= GIVEN RECORDS =

============

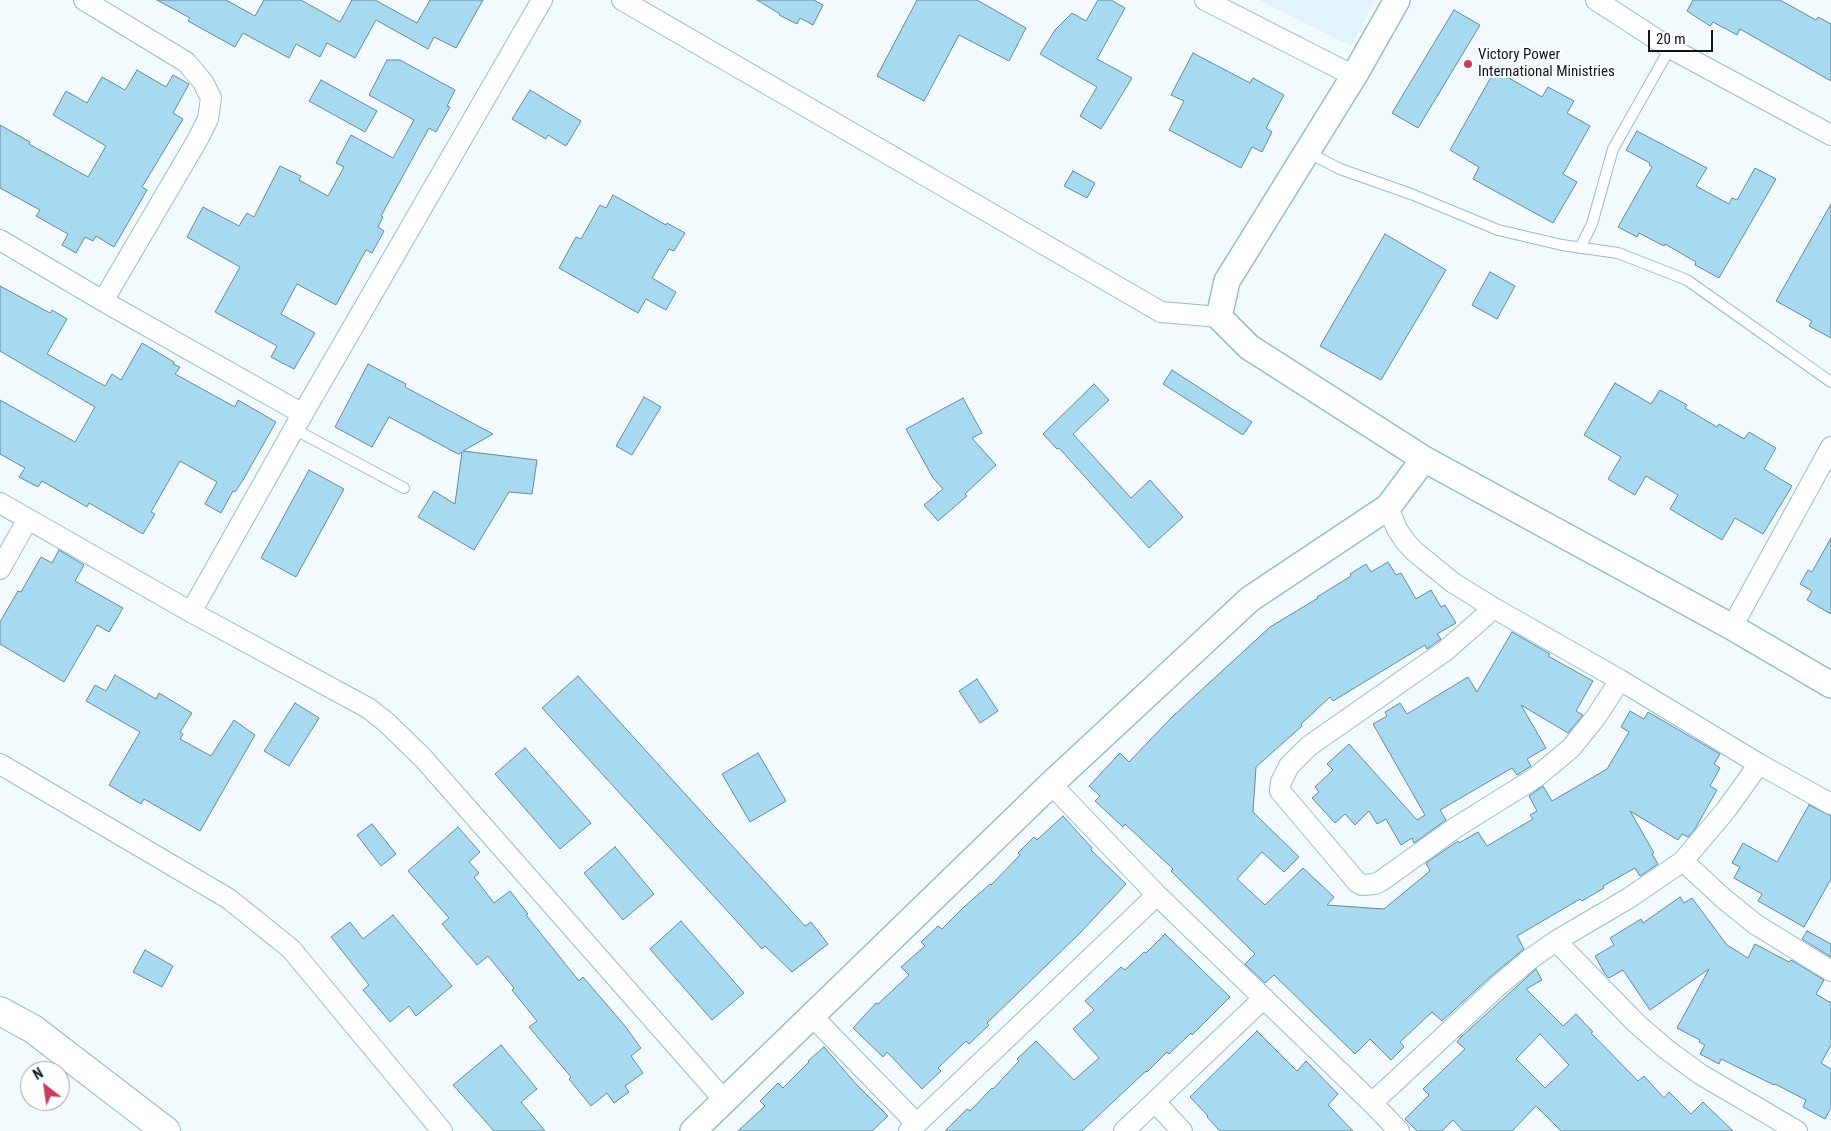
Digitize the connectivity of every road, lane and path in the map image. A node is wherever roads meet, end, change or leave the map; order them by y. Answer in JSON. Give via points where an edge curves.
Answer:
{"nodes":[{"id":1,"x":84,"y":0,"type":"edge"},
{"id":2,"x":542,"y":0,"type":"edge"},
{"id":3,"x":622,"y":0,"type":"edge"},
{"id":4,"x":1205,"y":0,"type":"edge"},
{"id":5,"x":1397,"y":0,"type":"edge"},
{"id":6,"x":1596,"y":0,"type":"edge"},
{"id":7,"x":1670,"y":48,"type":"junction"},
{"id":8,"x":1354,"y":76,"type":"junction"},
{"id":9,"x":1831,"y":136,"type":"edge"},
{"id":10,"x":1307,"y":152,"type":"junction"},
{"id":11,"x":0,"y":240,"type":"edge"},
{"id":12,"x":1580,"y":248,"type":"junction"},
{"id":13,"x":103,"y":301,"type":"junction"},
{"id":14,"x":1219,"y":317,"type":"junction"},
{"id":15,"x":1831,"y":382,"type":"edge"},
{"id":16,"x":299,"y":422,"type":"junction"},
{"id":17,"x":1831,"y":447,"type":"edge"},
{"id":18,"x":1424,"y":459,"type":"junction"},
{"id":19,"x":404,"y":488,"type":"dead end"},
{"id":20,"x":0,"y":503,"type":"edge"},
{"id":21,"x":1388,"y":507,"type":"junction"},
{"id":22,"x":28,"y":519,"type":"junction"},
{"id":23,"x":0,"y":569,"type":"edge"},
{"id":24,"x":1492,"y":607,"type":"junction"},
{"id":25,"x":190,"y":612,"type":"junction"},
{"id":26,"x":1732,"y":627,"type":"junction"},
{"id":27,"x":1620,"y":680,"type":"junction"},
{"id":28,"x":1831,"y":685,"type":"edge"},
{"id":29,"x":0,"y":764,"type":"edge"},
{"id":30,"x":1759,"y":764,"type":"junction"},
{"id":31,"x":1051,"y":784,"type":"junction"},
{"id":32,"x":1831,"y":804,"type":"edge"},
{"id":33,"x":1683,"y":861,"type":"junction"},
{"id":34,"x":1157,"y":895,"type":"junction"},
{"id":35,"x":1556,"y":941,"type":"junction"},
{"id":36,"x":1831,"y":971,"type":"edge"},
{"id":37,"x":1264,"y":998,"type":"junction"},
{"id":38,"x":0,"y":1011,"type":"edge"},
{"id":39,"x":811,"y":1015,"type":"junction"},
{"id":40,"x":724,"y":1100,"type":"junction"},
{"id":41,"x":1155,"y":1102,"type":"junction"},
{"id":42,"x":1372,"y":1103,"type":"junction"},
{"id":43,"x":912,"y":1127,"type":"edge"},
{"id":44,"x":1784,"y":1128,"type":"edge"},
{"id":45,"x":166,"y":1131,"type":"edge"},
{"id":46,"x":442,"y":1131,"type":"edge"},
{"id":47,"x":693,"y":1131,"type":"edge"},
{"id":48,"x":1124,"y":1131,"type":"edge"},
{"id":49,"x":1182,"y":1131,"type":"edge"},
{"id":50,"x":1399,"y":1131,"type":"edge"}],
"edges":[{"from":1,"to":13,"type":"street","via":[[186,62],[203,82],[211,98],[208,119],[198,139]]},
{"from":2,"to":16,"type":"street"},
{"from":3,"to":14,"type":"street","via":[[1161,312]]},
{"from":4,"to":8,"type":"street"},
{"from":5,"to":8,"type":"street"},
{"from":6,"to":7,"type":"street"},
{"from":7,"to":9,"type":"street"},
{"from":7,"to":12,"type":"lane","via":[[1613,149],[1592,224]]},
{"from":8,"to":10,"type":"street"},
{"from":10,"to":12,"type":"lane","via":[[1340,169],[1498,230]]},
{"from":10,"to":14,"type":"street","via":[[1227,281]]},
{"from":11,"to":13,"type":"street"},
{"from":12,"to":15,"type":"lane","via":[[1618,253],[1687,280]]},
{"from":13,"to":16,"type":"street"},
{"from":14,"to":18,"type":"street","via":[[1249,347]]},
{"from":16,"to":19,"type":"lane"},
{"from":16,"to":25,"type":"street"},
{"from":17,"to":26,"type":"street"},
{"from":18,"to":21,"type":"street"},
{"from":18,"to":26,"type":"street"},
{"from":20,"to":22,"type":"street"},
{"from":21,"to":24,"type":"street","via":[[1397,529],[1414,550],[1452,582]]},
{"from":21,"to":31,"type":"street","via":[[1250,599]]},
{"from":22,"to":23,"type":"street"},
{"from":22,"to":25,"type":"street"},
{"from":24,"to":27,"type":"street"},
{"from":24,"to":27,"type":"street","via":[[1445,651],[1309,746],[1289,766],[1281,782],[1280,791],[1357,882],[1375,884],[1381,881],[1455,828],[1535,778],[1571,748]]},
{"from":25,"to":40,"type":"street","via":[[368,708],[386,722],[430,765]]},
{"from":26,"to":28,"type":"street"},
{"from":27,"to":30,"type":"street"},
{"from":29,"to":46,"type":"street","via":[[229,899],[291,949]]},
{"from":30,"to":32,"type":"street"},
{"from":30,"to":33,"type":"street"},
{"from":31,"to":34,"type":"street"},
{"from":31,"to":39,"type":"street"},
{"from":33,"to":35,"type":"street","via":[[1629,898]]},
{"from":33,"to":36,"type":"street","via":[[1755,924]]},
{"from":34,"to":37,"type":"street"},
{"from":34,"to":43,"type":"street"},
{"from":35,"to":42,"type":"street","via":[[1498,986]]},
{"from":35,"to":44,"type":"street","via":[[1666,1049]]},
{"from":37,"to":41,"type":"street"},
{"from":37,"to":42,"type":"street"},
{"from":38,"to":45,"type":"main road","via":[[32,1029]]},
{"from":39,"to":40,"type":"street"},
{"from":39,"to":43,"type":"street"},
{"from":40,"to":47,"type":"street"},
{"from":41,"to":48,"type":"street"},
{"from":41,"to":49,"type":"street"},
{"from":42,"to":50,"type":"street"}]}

============

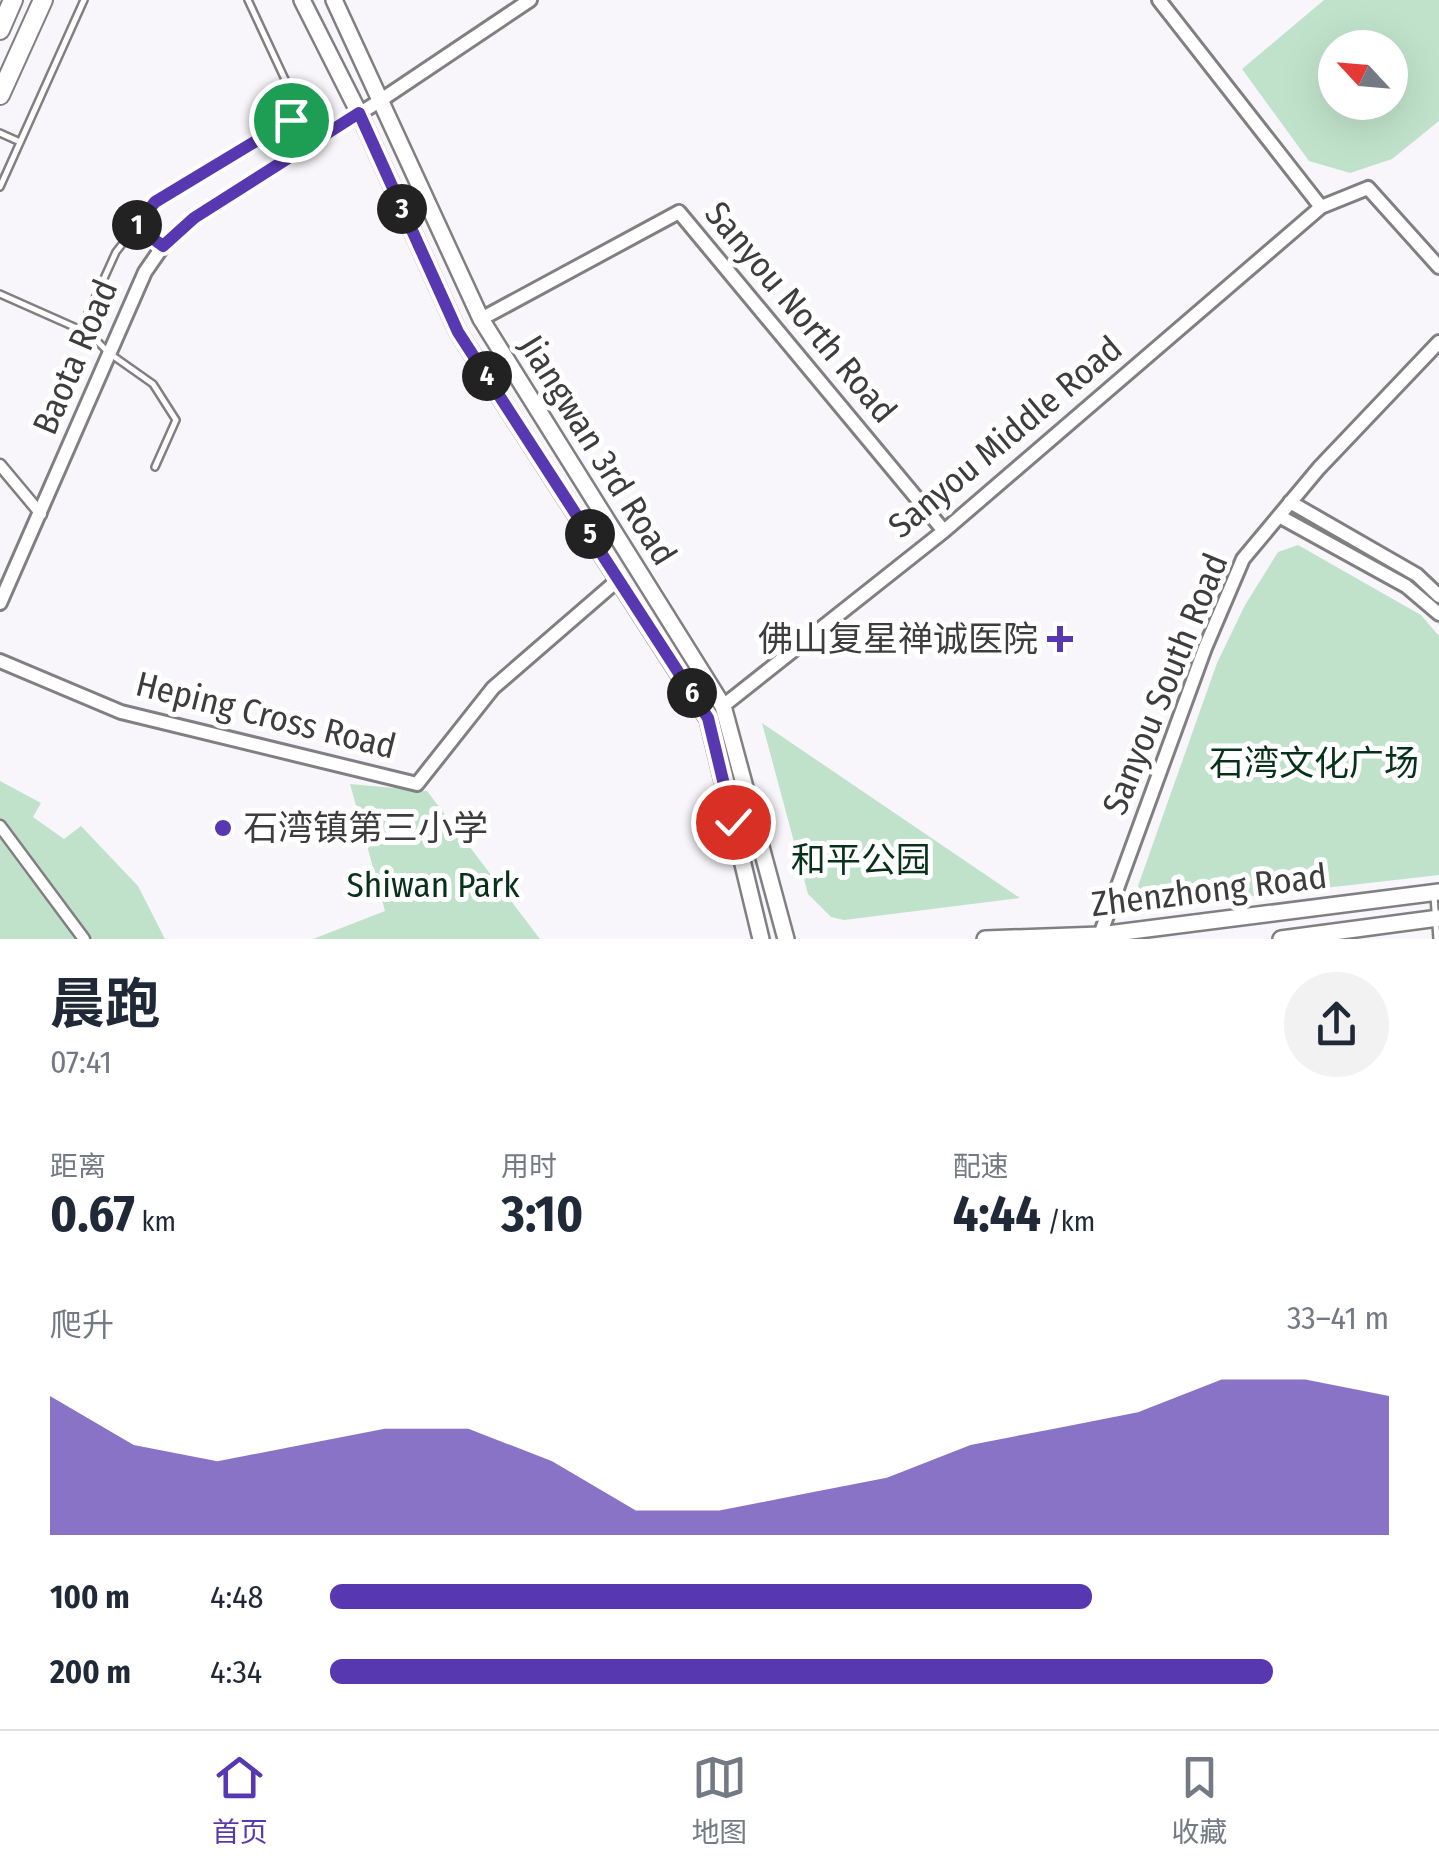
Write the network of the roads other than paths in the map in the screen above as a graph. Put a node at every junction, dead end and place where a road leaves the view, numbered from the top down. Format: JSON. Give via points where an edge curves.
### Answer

============

= TASK TO CARRY OUT =
Make a tally of the lines in this data that include the string "roads", and answer with that tally alone.

= OUTPUT =
2